I’ve been trying to avoid information overload. I’ve purposely avoided going to MetaFilter because I know I won’t be able to stop reading and it’s going to make my head explode. As far as blogs, I’ve been trying to stick to my regular reads, for the same reason. And among my regular reads, Choire’s photos and his story are fascinating. Ghostly empty streets? Military officers? ID checks? This is Manhattan!

You know, I feel so relieved to be in the leafy suburbs at my parents’ house after being so close to everything yesterday. But at the same time, I envy my friends who are still in the city. I envy Choire for being able to experience this and go around and take pictures. Things aren’t as exciting out here.

It’s just my usual Manhattan envy coming back in a twisted form.

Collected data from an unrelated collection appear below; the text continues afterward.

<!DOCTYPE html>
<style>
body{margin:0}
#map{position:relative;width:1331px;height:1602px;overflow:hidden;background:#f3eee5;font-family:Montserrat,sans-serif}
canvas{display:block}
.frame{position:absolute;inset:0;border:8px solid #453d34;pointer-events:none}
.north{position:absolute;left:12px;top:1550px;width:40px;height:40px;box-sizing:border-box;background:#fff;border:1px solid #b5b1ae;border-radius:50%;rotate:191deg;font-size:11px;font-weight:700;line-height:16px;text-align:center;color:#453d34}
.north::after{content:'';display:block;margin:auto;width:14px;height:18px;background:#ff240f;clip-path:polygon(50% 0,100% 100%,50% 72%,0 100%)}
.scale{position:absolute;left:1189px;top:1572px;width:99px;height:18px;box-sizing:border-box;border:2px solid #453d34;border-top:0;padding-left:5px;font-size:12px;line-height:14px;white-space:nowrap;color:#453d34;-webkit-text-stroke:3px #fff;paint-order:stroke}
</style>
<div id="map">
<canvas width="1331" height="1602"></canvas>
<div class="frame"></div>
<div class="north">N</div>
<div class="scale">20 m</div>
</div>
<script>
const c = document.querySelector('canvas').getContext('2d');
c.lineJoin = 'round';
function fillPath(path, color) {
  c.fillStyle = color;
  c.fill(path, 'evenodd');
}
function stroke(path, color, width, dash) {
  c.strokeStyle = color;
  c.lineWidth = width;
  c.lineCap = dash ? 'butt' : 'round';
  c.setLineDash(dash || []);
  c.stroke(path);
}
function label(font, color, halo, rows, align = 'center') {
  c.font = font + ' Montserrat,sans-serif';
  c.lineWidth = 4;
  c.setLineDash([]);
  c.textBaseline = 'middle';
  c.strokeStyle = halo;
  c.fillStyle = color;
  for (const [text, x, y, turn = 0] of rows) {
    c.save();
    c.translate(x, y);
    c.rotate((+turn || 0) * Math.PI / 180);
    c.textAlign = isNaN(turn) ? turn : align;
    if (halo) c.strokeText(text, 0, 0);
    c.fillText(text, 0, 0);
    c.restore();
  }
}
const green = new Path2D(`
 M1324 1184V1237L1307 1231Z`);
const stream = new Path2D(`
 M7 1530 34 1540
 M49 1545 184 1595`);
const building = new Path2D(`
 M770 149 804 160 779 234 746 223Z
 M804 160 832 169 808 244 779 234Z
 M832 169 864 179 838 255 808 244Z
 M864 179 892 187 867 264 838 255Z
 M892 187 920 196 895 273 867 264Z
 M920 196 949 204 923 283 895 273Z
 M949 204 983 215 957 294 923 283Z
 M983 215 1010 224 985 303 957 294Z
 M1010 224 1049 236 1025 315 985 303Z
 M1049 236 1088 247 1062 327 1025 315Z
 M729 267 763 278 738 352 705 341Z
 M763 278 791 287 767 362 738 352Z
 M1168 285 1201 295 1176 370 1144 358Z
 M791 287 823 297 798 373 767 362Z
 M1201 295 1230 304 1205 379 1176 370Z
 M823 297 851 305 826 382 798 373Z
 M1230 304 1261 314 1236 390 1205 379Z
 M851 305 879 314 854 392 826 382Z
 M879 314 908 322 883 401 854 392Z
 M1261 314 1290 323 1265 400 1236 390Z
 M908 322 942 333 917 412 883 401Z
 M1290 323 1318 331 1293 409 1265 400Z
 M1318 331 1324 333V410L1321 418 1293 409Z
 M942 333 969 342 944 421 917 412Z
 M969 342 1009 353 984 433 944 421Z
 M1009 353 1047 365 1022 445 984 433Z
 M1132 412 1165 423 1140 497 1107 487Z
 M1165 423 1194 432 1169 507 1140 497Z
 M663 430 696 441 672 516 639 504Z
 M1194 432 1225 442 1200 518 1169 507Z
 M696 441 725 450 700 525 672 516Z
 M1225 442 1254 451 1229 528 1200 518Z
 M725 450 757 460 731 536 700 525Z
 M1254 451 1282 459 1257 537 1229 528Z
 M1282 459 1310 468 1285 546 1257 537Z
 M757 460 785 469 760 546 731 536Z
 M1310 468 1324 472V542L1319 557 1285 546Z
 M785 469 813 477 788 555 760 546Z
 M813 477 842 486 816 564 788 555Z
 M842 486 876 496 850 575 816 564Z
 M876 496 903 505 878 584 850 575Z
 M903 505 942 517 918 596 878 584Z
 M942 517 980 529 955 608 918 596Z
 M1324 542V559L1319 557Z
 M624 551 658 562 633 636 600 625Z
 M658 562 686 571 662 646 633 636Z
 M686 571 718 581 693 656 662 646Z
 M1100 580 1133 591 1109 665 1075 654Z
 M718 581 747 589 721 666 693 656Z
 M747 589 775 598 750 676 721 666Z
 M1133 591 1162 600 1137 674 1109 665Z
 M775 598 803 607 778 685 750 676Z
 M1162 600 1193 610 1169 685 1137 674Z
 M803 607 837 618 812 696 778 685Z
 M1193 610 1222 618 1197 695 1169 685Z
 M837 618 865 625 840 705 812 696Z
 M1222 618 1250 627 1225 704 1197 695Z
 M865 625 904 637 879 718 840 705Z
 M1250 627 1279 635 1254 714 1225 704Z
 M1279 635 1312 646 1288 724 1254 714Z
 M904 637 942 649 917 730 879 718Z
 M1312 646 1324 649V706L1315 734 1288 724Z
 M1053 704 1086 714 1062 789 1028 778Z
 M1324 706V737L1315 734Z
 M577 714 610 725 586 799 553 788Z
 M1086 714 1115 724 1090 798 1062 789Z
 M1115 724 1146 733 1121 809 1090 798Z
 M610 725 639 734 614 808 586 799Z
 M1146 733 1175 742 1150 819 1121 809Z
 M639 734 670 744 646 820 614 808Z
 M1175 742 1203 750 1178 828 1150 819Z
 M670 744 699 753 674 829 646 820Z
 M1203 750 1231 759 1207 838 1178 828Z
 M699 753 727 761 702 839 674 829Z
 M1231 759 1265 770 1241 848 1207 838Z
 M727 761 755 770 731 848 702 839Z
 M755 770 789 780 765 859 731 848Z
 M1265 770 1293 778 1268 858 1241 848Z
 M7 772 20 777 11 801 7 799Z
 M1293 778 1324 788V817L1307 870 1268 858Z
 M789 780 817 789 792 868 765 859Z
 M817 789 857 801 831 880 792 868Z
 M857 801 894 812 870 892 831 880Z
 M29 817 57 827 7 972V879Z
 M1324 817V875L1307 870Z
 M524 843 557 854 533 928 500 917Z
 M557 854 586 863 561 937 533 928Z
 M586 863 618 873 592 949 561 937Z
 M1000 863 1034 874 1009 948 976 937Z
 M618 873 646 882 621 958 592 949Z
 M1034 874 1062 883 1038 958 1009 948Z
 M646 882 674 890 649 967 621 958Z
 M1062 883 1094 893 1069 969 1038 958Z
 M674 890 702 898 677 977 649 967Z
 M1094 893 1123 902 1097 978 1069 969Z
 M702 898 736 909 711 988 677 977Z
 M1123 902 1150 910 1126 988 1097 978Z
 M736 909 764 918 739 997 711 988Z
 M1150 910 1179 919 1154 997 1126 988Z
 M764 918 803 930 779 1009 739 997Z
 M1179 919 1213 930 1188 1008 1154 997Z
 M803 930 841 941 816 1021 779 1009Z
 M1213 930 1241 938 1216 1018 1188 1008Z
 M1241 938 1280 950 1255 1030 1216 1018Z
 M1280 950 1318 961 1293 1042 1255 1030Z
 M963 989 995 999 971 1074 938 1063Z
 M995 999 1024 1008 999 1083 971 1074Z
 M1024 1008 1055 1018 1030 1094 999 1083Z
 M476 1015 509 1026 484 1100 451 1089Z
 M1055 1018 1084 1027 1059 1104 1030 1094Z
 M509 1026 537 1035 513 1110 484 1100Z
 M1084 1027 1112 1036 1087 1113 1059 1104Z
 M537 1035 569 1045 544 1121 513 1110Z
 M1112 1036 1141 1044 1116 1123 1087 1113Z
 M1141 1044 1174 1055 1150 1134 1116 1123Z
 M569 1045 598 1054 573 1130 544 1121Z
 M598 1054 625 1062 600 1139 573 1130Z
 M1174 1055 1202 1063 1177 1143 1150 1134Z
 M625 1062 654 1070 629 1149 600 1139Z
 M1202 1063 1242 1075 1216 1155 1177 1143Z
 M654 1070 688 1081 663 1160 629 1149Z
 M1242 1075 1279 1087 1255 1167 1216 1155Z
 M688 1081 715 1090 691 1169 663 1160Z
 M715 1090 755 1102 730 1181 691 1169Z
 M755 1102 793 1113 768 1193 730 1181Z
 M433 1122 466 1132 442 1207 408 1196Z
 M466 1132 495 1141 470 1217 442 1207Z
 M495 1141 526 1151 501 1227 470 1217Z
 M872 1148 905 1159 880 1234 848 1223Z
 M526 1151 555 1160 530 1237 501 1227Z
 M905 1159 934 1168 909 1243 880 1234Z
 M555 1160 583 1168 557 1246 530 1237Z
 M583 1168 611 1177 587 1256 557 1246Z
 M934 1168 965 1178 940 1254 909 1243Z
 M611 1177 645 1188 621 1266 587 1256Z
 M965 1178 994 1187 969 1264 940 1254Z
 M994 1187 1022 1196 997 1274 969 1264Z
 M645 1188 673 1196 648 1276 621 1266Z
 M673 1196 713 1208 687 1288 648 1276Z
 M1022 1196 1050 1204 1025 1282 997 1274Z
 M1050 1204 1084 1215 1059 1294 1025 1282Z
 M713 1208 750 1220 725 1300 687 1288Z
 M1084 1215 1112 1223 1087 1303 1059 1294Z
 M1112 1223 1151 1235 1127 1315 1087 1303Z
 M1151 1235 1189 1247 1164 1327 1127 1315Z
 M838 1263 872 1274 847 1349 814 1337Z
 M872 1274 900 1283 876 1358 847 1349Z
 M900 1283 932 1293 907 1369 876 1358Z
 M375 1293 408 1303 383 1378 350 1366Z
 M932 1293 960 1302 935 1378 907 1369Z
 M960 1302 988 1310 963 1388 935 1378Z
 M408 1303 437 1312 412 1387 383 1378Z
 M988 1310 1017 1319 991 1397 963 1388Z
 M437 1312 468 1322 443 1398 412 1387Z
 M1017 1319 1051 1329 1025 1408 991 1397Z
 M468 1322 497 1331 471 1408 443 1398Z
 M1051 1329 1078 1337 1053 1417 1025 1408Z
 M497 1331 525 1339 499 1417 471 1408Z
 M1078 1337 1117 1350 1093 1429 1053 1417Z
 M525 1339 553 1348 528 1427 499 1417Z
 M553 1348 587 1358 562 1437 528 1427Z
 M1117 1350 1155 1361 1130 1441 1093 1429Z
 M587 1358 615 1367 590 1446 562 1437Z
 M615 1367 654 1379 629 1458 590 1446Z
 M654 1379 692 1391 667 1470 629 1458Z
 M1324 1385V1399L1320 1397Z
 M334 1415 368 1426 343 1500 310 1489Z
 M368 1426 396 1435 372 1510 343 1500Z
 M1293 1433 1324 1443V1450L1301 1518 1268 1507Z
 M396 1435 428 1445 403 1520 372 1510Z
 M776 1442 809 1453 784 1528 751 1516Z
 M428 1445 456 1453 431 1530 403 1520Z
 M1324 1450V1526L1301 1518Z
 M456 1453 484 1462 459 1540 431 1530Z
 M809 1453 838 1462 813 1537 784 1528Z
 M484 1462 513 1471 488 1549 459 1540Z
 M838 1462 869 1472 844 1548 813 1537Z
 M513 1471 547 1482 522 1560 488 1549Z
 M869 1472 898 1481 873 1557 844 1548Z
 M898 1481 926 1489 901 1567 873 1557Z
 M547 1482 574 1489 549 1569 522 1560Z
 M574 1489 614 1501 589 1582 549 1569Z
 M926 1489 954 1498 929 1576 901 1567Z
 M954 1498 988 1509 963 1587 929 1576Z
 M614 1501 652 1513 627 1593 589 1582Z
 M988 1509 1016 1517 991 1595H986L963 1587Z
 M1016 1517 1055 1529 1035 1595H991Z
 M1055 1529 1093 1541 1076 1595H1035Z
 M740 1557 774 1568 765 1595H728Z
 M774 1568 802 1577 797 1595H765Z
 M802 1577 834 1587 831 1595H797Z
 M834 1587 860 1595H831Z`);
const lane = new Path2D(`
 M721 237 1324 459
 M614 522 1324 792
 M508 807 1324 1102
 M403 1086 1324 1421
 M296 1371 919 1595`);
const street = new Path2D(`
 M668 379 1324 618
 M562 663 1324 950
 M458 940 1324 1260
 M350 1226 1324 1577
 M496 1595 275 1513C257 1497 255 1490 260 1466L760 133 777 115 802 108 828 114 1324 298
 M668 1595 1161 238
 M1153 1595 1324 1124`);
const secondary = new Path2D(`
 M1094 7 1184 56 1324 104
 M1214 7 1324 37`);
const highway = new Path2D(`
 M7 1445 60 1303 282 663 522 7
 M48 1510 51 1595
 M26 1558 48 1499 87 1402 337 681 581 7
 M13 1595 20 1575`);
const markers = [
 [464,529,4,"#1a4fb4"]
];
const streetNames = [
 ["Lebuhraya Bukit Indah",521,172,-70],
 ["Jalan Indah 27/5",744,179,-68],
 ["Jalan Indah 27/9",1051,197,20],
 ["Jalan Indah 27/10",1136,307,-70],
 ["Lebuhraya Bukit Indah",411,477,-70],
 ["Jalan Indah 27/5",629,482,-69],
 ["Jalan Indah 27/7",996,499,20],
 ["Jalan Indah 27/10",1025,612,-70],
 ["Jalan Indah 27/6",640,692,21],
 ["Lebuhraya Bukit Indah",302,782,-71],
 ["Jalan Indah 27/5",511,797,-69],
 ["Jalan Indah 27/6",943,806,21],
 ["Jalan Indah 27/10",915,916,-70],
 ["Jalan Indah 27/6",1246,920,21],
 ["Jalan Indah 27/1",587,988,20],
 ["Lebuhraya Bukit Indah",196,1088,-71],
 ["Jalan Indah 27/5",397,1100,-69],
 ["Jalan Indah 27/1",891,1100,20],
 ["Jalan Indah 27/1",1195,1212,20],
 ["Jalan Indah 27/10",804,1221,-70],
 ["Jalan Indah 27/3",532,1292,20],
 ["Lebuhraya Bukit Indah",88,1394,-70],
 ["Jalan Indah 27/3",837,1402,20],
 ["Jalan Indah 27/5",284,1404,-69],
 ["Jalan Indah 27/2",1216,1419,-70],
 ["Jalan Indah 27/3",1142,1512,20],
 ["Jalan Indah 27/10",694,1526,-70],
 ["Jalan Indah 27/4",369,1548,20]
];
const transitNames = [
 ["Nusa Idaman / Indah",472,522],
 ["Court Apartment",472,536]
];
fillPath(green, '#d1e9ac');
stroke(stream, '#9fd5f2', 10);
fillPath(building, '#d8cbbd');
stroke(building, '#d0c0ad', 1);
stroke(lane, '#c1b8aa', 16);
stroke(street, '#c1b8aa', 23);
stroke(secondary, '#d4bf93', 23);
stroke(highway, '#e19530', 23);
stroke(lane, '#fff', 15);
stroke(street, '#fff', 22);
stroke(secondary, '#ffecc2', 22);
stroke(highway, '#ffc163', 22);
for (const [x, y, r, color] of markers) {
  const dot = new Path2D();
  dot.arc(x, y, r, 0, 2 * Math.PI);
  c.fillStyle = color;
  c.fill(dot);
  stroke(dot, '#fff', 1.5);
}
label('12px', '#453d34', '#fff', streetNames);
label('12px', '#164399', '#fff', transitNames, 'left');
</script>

An echo of the world as it used to exist, with ordinary human desires and dreams and hopes.

Jesus! My blog is supposed to be about my personal life, and my anxieties about jobs and romance, and wanting to live in Manhattan.

My blog is not supposed to be about life in a war zone.

Look at Choire. A few days ago he was writing about Fire Island and today he’s documenting armageddon.

It’s sort of like during World War Two, when you’d see all the Warner Brothers cartoon characters selling war bonds and fighting Hitler, totally out of context.

What the fuck is going on here? Life seems to be on hold. Wonderbar and the Phoenix and bar-hopping seem to belong to a long-lost world.

Everybody says that our generation has never known fear and death. The GI’s fought in a world war and the Baby Boomers had Vietnam, but we Gen-Xers were living our lives in blissful, innocent ignorance, with our dot-coms and our lattes and our cool music and our booming economy, safe at home.

That’s not true anymore.

The world has become real. Or is it unreal?

I’m not sure I know the difference right now.

One thought on “Unreality

  1. Hi

    I stumbled on your blog as a link from several others (my brother is Dave Boyes who has ‘Minkered’ blog) and, although I don’t know you and am in London, I just wanted to say that although we are so very far away from you our thoughts are with you ….

    I feel so helpless here – the whole thing unfolded for us at work just after lunch early afternoon on Tuesday. I work for a radio station so we were kept right up to date with events almost on a minute by minute basis as things changed, putting out bulletins every 15 minutes. To see it live on TV was bad enough, and I watched, transfixed and in tears….but to experience it the way you did is almost unthinkable.

    And now the enormity of it is starting to sink in as we watch TV and see pleas for help to find missing loved ones, with very little hope.

    The next few days and weeks may be harder still for you – so much for you all still to go through … and we wait with our breath held to find out what other, potentially more sinister events may happen as a result. I am not religious but have to admit that I am praying right now. All of us in the UK send a huge hug along with our love and warmest wishes to you and your families.